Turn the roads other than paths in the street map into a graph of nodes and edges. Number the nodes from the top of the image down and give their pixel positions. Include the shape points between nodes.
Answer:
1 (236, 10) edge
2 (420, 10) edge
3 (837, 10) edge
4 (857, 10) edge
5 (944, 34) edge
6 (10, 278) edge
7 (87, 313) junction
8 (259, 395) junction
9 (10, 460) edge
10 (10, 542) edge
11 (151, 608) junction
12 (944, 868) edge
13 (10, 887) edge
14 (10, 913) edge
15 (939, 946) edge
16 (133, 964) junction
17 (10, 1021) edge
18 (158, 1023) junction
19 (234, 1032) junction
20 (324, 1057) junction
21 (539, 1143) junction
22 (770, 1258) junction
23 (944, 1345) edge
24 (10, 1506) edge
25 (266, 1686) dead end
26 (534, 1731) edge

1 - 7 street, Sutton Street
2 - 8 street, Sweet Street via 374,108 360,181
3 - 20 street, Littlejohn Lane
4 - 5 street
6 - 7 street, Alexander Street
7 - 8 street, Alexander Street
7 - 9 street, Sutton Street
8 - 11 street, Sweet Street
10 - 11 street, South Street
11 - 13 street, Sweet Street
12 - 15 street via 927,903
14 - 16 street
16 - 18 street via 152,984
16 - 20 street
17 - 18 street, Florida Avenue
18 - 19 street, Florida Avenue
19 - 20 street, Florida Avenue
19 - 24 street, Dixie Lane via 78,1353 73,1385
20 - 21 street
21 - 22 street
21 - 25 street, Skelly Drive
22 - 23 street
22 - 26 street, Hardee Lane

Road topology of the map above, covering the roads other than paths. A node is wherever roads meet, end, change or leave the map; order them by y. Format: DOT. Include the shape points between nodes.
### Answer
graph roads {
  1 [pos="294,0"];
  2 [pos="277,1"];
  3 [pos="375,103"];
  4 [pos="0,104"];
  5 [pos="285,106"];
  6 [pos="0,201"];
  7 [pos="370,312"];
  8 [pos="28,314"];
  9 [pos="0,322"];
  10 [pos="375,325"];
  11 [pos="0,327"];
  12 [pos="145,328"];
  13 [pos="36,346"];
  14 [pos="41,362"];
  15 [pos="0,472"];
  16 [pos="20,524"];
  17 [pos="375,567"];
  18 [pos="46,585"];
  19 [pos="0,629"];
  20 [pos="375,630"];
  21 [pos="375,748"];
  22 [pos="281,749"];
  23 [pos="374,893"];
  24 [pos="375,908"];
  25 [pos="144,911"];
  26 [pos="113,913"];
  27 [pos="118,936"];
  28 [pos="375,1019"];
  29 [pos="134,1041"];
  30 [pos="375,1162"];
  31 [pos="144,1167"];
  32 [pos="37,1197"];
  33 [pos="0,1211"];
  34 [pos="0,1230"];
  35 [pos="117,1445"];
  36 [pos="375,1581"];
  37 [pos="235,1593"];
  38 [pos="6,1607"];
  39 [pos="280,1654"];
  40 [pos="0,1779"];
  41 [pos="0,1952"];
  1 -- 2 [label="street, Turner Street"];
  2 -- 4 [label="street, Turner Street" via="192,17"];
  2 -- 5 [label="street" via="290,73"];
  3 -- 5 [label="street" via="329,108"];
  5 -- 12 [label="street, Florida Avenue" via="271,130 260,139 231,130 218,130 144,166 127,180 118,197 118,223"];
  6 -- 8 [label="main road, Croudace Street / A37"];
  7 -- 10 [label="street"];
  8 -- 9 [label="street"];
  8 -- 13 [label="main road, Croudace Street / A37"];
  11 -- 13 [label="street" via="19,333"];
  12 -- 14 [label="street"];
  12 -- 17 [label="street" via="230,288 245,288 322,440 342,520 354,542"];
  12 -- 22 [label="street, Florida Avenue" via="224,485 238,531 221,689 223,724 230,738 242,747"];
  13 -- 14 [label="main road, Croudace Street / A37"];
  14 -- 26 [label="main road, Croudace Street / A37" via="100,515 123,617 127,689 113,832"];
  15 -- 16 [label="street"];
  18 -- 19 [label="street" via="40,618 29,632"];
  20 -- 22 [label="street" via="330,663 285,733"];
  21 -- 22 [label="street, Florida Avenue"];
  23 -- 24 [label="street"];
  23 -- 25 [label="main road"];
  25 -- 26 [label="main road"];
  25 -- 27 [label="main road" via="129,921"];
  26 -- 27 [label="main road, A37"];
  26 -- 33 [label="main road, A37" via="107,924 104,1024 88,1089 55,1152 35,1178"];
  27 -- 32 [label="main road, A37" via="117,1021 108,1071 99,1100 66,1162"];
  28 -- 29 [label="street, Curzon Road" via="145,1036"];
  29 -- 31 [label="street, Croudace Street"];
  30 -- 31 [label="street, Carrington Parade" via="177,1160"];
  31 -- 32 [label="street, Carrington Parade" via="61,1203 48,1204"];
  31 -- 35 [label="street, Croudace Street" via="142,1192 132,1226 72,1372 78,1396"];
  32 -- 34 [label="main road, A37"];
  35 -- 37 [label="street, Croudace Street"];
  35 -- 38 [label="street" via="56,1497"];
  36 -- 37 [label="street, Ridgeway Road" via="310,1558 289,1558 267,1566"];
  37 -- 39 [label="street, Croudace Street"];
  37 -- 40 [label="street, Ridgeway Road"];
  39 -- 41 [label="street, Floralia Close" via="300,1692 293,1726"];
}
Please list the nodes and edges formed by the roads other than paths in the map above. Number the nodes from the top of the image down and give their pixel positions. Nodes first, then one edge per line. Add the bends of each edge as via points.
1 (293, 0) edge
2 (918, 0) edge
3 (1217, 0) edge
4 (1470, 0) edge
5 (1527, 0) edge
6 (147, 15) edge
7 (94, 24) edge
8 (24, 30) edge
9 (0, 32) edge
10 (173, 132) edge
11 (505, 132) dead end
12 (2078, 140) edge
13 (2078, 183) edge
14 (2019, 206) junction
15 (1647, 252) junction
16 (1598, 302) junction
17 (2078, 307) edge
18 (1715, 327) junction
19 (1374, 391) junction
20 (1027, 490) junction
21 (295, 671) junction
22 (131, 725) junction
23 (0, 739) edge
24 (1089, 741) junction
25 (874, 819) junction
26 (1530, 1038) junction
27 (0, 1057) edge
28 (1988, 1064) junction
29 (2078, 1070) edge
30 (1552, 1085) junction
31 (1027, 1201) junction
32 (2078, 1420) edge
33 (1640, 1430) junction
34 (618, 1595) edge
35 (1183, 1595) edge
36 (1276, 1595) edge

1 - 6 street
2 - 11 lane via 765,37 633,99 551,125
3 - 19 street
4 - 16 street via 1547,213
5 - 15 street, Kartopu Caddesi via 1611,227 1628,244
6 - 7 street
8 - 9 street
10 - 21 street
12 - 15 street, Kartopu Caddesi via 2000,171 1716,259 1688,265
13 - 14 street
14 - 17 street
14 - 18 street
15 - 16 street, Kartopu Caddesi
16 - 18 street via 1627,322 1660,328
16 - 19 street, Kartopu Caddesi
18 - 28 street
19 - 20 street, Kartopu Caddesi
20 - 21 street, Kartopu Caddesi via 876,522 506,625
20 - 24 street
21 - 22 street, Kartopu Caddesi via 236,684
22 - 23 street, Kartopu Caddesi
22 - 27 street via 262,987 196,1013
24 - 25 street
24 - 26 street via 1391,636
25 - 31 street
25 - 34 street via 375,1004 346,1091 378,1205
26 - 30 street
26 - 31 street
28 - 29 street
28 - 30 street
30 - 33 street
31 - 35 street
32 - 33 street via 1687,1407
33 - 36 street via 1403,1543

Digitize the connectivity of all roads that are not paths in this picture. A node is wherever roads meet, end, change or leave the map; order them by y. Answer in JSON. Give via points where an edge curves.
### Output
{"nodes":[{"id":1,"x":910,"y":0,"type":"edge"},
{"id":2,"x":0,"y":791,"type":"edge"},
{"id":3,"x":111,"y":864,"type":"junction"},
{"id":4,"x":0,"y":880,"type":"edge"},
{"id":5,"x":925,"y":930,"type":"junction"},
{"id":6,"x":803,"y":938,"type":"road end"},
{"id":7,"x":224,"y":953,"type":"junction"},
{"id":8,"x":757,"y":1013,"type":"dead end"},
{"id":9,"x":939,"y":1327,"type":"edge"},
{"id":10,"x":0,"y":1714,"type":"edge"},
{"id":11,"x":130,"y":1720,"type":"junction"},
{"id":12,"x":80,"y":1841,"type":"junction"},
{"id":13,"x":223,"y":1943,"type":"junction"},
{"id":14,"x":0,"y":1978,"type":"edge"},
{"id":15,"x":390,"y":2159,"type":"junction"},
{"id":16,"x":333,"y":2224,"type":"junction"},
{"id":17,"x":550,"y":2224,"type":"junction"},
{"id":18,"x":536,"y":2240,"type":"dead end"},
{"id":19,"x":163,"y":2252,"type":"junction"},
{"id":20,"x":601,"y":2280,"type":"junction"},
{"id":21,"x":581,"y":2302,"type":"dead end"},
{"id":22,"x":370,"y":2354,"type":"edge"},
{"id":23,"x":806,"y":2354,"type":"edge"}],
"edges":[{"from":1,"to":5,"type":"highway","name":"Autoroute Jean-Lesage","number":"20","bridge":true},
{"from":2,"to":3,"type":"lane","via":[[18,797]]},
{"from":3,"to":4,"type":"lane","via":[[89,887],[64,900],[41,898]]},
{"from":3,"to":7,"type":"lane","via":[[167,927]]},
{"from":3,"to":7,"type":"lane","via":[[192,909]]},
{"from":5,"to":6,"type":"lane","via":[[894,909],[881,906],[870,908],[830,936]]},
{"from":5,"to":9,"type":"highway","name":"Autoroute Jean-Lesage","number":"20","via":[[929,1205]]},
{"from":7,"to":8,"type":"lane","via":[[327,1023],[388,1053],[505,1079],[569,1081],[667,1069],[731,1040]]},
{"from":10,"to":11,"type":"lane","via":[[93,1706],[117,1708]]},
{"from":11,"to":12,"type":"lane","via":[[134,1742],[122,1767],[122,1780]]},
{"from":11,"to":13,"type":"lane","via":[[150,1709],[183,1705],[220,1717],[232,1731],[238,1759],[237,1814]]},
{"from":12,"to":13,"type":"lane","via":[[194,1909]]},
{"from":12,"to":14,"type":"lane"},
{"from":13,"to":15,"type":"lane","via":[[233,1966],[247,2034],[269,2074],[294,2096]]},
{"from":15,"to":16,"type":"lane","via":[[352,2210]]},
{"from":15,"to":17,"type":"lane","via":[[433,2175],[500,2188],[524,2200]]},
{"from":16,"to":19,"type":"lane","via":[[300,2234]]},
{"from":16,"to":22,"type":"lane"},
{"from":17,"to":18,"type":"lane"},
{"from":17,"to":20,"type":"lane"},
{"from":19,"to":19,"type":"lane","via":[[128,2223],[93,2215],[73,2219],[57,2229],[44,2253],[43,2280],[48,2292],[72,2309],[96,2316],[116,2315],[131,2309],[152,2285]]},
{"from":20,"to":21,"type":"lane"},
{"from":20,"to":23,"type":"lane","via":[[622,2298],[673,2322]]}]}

§ Activity:
What lines above hold the word "points"? List them all.

§ Expected answer:
Turn the roads other than paths in the street map into a graph of nodes and edges. Number the nodes from the top of the image down and give their pixel positions. Include the shape points between nodes.
Road topology of the map above, covering the roads other than paths. A node is wherever roads meet, end, change or leave the map; order them by y. Format: DOT. Include the shape points between nodes.
Please list the nodes and edges formed by the roads other than paths in the map above. Number the nodes from the top of the image down and give their pixel positions. Nodes first, then one edge per line. Add the bends of each edge as via points.
Digitize the connectivity of all roads that are not paths in this picture. A node is wherever roads meet, end, change or leave the map; order them by y. Answer in JSON. Give via points where an edge curves.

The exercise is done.